Before printing, remove every picture; then print the lines below exactly, from the first line through the line containing "Which roads connect where in the image?".

(Stored data entries)
_____

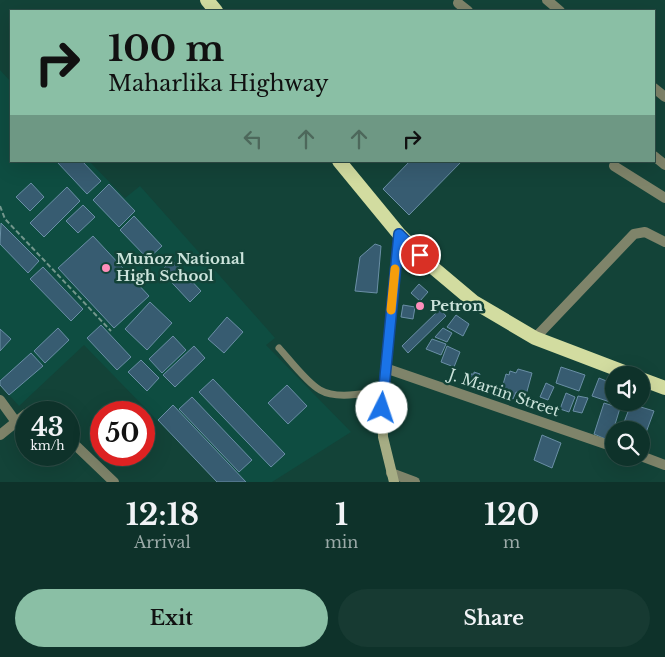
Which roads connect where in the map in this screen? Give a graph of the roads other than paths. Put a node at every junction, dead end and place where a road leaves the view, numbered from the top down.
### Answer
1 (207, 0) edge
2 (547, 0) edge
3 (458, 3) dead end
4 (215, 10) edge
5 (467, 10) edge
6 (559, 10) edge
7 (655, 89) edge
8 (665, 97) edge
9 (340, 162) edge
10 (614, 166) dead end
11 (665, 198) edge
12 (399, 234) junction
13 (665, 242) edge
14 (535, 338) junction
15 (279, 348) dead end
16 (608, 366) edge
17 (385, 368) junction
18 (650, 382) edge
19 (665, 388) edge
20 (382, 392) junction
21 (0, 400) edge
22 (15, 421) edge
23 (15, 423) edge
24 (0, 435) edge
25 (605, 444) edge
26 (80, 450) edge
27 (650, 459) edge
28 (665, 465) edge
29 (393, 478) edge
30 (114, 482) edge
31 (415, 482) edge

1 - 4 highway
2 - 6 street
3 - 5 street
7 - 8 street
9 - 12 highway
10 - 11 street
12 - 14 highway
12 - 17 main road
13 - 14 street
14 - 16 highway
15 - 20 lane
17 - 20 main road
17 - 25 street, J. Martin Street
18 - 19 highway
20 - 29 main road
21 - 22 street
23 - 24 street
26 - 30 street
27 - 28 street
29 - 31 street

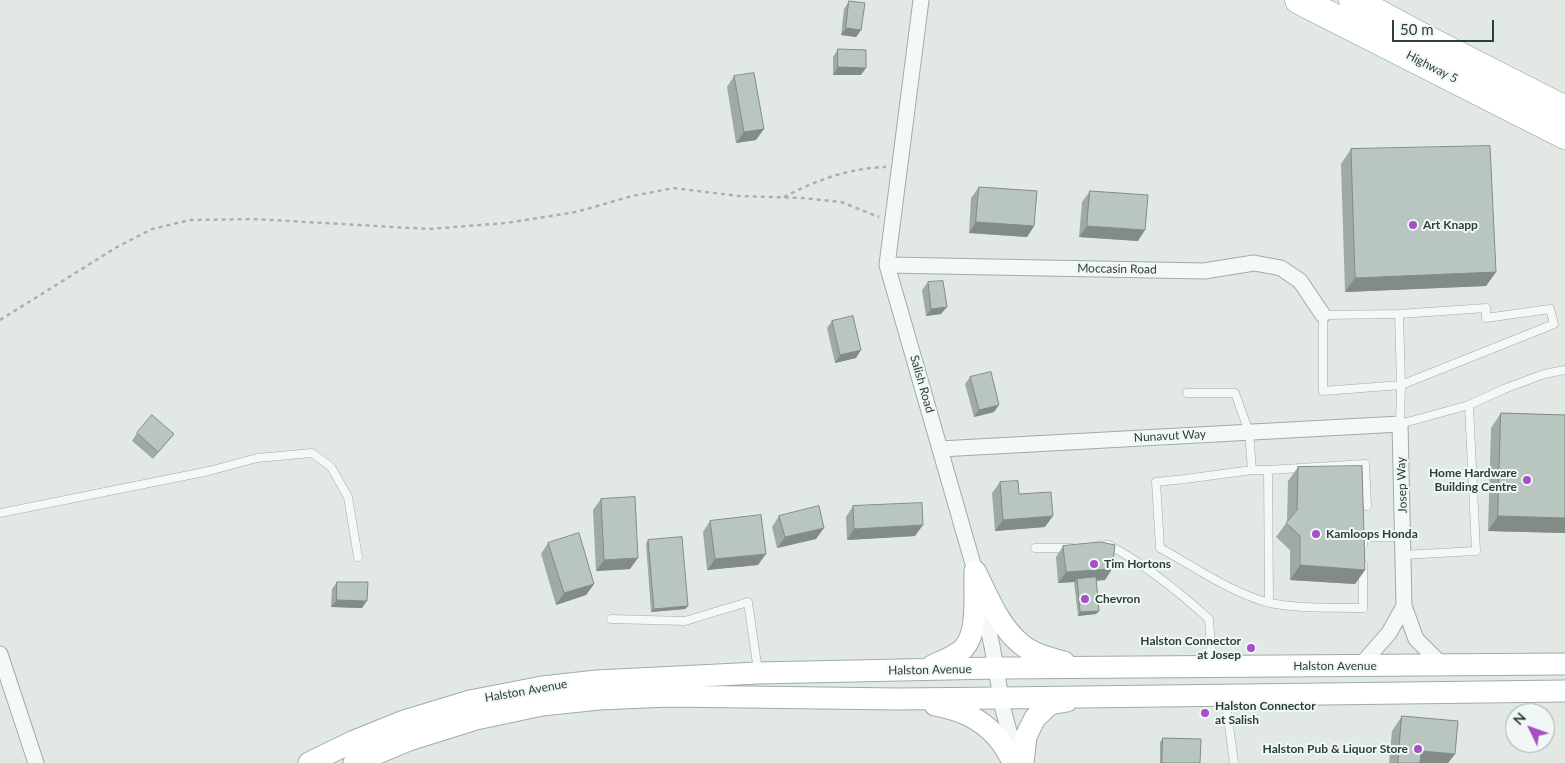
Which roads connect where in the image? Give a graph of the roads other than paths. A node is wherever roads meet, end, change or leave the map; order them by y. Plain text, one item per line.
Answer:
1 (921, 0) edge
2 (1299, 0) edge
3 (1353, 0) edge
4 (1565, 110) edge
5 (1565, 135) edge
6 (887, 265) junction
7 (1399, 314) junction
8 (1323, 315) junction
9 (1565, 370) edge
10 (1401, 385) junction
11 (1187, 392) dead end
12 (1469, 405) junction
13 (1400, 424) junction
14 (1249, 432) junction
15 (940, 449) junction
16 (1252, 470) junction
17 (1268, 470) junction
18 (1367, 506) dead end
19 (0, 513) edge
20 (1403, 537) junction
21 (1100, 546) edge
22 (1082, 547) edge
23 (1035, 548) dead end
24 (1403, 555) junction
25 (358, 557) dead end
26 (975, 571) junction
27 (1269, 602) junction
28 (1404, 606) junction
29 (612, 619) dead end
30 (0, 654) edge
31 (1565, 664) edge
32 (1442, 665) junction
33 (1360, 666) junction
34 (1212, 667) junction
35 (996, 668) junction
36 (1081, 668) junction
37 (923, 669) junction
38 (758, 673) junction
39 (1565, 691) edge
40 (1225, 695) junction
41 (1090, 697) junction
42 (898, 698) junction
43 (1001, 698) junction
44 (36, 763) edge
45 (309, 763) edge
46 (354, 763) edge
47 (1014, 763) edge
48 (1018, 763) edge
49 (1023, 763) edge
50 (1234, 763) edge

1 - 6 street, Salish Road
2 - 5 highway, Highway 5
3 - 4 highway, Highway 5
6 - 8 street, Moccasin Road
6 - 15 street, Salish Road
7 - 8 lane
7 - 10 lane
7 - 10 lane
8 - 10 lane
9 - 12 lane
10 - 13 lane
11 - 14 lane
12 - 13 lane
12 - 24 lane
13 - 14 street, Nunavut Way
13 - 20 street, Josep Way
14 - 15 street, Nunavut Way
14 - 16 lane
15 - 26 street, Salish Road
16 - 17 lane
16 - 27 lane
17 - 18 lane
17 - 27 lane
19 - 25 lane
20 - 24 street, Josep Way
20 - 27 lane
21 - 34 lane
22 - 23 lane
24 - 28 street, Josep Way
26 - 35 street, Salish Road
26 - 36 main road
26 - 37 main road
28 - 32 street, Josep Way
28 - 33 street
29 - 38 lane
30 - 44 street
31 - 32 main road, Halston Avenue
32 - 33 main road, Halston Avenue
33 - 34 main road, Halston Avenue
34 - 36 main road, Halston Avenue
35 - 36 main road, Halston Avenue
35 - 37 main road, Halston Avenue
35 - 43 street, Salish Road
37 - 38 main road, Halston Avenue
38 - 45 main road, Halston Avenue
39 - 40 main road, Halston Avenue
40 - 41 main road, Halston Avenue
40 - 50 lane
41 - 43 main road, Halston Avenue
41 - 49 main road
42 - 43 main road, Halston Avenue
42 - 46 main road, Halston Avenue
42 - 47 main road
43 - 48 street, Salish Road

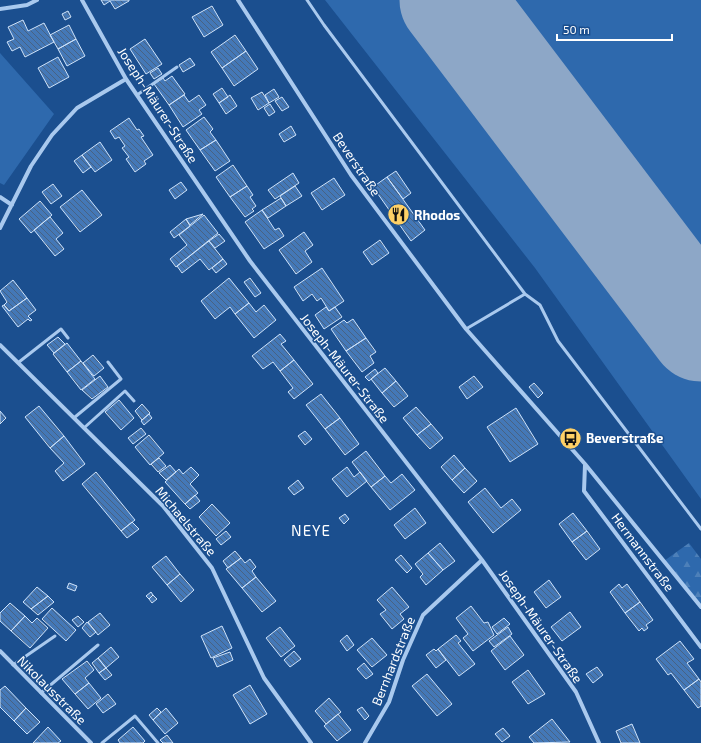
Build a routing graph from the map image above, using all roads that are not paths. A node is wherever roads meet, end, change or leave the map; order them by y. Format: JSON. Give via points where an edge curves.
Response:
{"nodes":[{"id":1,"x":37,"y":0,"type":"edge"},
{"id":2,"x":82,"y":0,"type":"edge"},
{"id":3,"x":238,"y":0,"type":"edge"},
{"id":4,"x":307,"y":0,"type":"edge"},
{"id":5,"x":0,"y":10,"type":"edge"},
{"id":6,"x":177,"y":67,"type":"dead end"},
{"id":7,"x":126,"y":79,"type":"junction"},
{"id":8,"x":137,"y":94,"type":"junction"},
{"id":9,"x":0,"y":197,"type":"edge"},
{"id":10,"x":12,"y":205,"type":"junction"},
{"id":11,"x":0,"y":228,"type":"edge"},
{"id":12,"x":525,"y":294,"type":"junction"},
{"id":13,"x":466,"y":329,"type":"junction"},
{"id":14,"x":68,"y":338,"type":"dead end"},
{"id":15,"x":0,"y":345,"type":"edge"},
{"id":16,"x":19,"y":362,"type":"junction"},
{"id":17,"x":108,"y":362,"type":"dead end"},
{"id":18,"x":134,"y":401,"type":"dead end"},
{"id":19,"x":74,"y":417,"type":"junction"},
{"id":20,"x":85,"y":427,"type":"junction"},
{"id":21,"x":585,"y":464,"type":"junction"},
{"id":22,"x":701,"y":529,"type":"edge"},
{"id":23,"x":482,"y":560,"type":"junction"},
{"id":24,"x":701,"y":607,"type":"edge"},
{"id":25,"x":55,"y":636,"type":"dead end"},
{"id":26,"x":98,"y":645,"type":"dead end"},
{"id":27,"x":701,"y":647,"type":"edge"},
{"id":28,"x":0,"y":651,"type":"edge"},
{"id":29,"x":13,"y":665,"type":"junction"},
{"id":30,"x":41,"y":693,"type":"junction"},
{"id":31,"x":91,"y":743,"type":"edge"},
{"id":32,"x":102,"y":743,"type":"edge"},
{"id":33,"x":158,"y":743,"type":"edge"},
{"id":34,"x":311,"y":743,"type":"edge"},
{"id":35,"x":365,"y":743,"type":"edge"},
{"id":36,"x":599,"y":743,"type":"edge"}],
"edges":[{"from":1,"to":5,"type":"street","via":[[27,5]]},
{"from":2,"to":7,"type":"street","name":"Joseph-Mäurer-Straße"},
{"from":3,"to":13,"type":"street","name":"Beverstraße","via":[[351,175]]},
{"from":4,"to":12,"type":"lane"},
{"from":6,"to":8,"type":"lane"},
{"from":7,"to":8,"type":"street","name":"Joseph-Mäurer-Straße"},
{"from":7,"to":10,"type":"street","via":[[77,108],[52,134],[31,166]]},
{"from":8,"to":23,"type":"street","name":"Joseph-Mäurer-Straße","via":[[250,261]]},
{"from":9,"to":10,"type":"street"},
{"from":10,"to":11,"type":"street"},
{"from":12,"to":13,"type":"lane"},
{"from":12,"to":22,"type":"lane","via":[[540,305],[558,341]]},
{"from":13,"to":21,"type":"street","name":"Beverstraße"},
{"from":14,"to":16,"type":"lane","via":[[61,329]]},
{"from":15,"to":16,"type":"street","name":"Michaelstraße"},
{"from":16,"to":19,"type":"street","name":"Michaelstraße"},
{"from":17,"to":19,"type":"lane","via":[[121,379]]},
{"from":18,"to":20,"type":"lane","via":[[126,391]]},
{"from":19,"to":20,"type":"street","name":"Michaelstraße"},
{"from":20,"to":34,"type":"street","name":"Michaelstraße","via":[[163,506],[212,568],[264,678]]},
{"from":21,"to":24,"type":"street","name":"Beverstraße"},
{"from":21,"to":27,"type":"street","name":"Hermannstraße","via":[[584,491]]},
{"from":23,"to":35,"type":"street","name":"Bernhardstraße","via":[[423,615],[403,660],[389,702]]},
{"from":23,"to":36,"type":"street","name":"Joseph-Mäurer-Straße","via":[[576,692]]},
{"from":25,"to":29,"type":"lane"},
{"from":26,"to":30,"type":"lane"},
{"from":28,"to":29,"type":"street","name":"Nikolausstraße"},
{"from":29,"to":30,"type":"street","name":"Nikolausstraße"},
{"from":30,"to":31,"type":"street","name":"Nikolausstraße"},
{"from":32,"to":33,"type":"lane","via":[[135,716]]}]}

_____

◆ **Response to this exercise**
Which roads connect where in the map in this screen? Give a graph of the roads other than paths. Put a node at every junction, dead end and place where a road leaves the view, numbered from the top down.
### Answer
1 (207, 0) edge
2 (547, 0) edge
3 (458, 3) dead end
4 (215, 10) edge
5 (467, 10) edge
6 (559, 10) edge
7 (655, 89) edge
8 (665, 97) edge
9 (340, 162) edge
10 (614, 166) dead end
11 (665, 198) edge
12 (399, 234) junction
13 (665, 242) edge
14 (535, 338) junction
15 (279, 348) dead end
16 (608, 366) edge
17 (385, 368) junction
18 (650, 382) edge
19 (665, 388) edge
20 (382, 392) junction
21 (0, 400) edge
22 (15, 421) edge
23 (15, 423) edge
24 (0, 435) edge
25 (605, 444) edge
26 (80, 450) edge
27 (650, 459) edge
28 (665, 465) edge
29 (393, 478) edge
30 (114, 482) edge
31 (415, 482) edge

1 - 4 highway
2 - 6 street
3 - 5 street
7 - 8 street
9 - 12 highway
10 - 11 street
12 - 14 highway
12 - 17 main road
13 - 14 street
14 - 16 highway
15 - 20 lane
17 - 20 main road
17 - 25 street, J. Martin Street
18 - 19 highway
20 - 29 main road
21 - 22 street
23 - 24 street
26 - 30 street
27 - 28 street
29 - 31 street

Which roads connect where in the image? Give a graph of the roads other than paths. A node is wherever roads meet, end, change or leave the map; order them by y. Plain text, one item per line.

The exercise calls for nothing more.